In quella solitudine l’incontro dell’essere umano non era frequente e prendeva forme tipiche e solenni. Il pastore alla testa del branco scortato dal cane inseparabile, avvolto nel mantello ampio come una toga antica, alternava il passo lento a stasi di immobilità statuaria. Più solenne e sinistramente misterioso il guardiano a cavallo. Il suo mezzo di locomozione era la cavalla maremmana dai crini scomposti, dall’occhio serpentino, dal passo breve e ovattato che più che avanzare sembrava scaturire da sottoterra come un essere infernale, insieme al suo cavaliere, erto sull’alto arcione tutt’uno coll’animale. Il bracciante agricolo, in realtà il vero eroe di questo ambiente tragico, appariva ed appare come un elemento di fondo. Curvo sotto l’opera della vanga, solo o in gruppi di pochi, profilati di luce sull’orizzonte. La luce del tramonto li smagrisce e li rende spettrali. Non è raro incontrarli sulle strade a torme, insieme alle donne e ai bimbi, sotto carichi inverosimili d’arnesi di lavoro, sacchi di masserizie e di stoviglie. Incedono a passo cadenzato ed elastico.
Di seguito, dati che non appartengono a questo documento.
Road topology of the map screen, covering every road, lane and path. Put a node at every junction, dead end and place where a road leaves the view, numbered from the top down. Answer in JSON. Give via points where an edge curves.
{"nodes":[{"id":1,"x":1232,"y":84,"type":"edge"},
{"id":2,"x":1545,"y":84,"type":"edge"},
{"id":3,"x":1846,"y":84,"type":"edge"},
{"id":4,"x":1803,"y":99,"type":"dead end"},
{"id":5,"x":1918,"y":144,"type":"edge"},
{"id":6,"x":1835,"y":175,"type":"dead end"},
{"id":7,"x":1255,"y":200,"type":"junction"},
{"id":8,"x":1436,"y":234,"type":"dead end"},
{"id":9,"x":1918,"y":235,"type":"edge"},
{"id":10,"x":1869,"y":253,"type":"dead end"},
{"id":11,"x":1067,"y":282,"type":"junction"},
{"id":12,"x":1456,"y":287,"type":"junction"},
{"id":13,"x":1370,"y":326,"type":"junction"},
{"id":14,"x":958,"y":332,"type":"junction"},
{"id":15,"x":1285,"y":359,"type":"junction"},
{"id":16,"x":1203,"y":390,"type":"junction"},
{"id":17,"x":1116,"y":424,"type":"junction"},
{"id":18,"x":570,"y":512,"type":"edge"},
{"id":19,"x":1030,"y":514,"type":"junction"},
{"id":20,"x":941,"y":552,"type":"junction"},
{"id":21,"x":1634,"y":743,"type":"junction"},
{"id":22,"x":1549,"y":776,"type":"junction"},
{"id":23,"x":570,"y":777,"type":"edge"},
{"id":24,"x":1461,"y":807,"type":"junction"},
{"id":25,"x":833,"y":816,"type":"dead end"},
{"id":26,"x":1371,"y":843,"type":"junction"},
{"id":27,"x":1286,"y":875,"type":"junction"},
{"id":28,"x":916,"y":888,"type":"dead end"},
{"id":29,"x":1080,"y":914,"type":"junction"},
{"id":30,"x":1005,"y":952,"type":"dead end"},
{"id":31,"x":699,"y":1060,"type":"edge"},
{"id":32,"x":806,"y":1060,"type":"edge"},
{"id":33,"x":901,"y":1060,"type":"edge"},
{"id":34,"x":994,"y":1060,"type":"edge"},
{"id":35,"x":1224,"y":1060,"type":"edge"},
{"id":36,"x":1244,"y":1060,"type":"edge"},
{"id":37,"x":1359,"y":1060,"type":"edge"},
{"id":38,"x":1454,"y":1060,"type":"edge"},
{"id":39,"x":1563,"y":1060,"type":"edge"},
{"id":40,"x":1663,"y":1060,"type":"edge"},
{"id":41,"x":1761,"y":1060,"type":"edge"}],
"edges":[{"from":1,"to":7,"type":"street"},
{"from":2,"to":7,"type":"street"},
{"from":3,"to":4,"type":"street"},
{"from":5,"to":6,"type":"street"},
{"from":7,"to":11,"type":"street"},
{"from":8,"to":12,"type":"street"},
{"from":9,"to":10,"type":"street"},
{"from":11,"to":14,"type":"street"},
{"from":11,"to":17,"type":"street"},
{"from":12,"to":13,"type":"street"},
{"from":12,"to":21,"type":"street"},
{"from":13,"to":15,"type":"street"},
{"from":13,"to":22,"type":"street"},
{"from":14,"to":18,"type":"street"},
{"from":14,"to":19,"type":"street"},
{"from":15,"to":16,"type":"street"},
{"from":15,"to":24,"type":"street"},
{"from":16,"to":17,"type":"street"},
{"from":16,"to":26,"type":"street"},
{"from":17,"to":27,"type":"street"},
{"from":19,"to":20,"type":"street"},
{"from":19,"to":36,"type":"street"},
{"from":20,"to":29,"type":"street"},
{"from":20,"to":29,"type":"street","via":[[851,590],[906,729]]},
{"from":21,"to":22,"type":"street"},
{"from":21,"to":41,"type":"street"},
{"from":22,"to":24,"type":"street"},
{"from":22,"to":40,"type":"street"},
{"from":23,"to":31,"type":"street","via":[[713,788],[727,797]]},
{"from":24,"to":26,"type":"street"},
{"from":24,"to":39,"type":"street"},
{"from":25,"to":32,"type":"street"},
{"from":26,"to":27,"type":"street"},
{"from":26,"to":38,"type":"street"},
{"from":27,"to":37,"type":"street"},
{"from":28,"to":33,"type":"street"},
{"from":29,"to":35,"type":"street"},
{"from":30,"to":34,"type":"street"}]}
Ho praticato la campagna romana come artista e molto come gregario di una nobile opera di redenzione, capitanata da gente illustre per valore e pietà, Le Scuole per i Contadini, che furono determinanti nella lotta contro la malaria e l’analfabetismo nell’Agro Romano.

Di questa campagna, al pari di tanti più egregi di me, ho inteso la malia intensa formata di sogni primordiali, di tristezza e d’abbandono. Ho negli occhi superbe visioni. Ho potuto valutare la realtà nel bello, nel bene, ma anche nel male che era molto. Ho visto la donna camminare con passo fermo, rigida, indifferente, attesa al lavoro di calza e recare sul capo un lugubre involto, una cassetta di legno con su una corona di fiori di campo: suo figlio!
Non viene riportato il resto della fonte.